This process is a reactive process. You come, as legislators, and you decide to look into this mess, and a little bit of it gets exposed to you. There is an acknowledgement that the mess is real. We ought to applaud the commissioner for recognizing that the mess is real, but she can only deal with the tools she has. She can only deal with the law as you have given it to her and she can only deal with the funds you allocate to her. If you give her bad law and you give her inadequate financing, you should not be surprised that the client groups are unhappy. And you cannot claim, if the client groups are unhappy, that your role is the advancement of human rights. You cannot claim it here, you cannot claim it in the Legislature, you cannot claim it on the hustings, because you will not be believed by the client groups who suffer discrimination.

How can a trade union be helpful? We forced our way into the employment equity process. We insisted and advocated that employment equity plans should be negotiated in unionized workplaces. We claimed that we would be the vehicle to achieve employment equity in the unionized workplace. That's what we claimed. We want to participate in the process in the workplace.

We have no claim to participate in the process when it comes to the Toronto Transit Commission finally, in 1993, obtaining equipment that will permit persons in wheelchairs to use the transit system. We cannot claim expertise when it comes to accessing public parking lots. We have a limited role. Collective bargaining, as experts in the field have recognized -- and I agree with their conclusions -- can only go so far in the advancement of human rights. The minority who suffer discrimination cannot expect their narrow interests, their personal interests, to win in the majority vote that ratifies a collective agreement. They cannot expect it to happen. You should not expect it to happen. It will not happen. That's why legislation is the key.

"We are available to be used for access and for outreach and for education." Are we? No. We engage virtually independently and without any sources of support from the commission or the government in the advancement of the human rights issues we try to bring to the workplace.

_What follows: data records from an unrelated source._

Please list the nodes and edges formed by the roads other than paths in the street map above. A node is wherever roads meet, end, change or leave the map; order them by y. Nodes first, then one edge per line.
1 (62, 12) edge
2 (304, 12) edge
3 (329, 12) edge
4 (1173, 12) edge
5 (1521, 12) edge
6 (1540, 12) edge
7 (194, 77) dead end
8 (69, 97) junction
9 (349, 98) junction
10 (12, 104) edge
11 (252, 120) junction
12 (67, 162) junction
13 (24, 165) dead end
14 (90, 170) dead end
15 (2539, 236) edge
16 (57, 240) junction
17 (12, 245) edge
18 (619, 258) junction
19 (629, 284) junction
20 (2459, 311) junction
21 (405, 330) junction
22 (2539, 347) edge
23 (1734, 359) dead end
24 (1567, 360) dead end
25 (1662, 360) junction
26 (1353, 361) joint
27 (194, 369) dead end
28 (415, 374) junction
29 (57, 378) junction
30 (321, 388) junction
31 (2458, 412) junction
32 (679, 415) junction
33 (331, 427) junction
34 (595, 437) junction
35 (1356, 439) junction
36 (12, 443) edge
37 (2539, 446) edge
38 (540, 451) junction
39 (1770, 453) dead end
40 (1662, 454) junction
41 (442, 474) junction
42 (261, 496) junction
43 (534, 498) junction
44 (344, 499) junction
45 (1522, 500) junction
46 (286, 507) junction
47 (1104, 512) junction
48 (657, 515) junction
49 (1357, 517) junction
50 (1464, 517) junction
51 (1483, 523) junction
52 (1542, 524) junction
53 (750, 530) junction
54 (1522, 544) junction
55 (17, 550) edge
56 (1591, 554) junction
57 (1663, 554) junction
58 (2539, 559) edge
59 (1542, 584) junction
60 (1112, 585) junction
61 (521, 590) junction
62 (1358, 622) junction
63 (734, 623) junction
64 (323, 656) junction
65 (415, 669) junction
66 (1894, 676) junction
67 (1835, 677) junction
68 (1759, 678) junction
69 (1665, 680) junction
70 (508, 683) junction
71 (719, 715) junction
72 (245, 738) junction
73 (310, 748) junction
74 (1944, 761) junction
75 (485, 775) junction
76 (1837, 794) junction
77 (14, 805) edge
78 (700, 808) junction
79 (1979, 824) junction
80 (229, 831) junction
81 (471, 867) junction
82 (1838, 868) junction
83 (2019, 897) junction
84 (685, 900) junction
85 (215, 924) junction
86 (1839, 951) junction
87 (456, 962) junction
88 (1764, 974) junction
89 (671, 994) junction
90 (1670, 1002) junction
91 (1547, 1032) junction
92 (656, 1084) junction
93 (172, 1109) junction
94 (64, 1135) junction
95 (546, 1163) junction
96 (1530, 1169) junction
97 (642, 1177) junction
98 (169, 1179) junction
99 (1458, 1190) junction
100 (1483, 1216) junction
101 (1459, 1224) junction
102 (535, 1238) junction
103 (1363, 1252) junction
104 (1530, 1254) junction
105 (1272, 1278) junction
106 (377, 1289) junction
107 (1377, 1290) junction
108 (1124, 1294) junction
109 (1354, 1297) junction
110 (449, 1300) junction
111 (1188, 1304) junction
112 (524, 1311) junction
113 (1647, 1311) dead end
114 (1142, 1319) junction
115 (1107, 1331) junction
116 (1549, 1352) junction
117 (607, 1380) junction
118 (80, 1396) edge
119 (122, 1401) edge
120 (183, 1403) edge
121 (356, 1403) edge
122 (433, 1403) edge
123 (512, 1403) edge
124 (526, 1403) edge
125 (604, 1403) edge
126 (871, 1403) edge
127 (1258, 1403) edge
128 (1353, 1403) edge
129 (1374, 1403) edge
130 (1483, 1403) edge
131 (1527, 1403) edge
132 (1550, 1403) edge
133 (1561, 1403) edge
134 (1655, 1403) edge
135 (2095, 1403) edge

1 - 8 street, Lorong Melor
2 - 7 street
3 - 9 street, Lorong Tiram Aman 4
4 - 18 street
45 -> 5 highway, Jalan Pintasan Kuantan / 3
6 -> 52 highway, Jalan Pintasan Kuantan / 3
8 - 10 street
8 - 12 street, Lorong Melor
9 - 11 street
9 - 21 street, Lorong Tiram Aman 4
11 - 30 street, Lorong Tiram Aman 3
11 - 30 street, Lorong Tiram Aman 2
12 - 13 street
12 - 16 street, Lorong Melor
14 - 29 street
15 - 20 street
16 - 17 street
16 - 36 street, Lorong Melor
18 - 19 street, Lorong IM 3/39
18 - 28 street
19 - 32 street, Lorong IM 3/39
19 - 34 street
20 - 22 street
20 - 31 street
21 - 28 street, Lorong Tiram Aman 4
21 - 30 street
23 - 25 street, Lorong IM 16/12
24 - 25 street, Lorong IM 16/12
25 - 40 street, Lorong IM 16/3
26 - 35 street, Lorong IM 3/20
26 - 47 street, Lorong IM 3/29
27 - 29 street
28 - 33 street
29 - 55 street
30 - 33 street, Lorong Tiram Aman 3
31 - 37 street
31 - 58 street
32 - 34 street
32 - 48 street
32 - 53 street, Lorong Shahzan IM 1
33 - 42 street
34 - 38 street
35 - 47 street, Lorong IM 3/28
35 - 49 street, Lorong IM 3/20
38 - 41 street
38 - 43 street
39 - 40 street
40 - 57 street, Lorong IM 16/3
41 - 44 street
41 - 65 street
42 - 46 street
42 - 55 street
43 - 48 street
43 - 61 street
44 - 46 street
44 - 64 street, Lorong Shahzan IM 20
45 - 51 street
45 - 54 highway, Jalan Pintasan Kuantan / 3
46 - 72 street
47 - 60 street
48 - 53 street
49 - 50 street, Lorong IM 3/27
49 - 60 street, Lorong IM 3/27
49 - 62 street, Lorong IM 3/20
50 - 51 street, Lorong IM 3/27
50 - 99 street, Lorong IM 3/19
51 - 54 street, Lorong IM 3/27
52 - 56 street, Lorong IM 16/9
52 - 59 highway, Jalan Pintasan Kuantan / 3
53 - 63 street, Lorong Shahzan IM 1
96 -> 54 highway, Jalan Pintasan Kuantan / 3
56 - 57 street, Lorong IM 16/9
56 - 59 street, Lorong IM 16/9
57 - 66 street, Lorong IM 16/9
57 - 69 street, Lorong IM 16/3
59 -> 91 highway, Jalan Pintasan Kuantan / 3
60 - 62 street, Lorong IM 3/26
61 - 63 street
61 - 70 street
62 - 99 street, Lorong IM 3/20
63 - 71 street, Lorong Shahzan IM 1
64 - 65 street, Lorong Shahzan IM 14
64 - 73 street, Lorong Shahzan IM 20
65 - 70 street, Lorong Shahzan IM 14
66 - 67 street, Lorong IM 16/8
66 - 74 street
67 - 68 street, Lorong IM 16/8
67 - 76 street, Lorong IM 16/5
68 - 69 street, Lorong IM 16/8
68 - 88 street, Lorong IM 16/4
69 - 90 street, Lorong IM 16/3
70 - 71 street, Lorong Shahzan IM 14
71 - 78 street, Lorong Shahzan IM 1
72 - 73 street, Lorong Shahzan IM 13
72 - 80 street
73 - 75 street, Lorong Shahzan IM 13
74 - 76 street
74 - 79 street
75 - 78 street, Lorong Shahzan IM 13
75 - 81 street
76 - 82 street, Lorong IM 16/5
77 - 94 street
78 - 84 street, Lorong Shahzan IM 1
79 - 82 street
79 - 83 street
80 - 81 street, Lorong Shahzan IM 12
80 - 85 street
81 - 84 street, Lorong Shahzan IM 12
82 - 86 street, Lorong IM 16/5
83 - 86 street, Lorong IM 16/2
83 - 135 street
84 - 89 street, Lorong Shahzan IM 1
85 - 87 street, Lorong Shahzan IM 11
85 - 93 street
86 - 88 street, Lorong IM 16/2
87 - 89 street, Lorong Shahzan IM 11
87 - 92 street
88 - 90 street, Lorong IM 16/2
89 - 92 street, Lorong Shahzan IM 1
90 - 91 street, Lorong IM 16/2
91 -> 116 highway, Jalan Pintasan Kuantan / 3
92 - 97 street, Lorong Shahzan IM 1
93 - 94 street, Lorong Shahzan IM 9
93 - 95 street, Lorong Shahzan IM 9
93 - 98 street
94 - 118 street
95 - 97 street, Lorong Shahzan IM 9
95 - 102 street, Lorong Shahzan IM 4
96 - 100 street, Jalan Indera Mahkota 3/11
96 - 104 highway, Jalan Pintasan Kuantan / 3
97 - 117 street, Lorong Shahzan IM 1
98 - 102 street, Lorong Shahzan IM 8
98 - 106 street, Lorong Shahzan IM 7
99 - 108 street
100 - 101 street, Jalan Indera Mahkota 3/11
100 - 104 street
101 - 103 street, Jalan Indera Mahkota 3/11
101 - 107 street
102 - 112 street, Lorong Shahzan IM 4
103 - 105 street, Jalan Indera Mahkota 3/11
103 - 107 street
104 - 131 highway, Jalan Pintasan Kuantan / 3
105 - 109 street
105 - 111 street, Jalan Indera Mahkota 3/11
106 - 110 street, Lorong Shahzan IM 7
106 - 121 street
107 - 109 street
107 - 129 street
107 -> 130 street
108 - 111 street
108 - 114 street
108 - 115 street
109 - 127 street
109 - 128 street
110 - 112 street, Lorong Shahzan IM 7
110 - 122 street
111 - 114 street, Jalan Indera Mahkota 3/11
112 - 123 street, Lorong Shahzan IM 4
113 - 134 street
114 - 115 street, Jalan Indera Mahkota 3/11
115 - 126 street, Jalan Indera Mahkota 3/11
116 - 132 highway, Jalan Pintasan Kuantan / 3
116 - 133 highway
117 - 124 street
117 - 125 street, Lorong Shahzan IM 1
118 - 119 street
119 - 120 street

Why? Why is it that trade unions and other institutions that reach deep into the population are not the partners of the Human Rights Commission, are not brought in to participate in the development of programming, are not viewed as the vehicle for delivery, as a delivery mechanism? I don't know. Certainly not because we are unwilling. To those who claim that working for change from the inside out is adequate, we cannot fully agree. We think working for change of the human rights system from the inside of the commission out fails to remember that the population is outside. There has to be more integration, more consultation, more consultation, more involvement.

What can this committee do? Well, we know what the opposition is going to do. The opposition will say that the human rights system, since September 1990, is on its way downhill. They will say that not one person came before this committee and said a nice thing about the Human Rights Commission. They will say that any word by the government that suggests that the government is advancing human rights is a failure, is a lie, is misleading. That's what they will say.

The government will respond with the Employment Equity Act, the Advocacy Act, this act and that act. But when push comes to shove -- and push should come to shove before the fall of 1995 or the spring of 1995 -- we have to look to the Human Rights Code and what we've done to change it.

Ms Witmer asks the earlier witness, "What is systemic discrimination? What is it?" as if it is something we can either want to alleviate or maybe we won't, as if we have some choice. Maybe we shouldn't be concerned with systemic discrimination; maybe it just sort of happens.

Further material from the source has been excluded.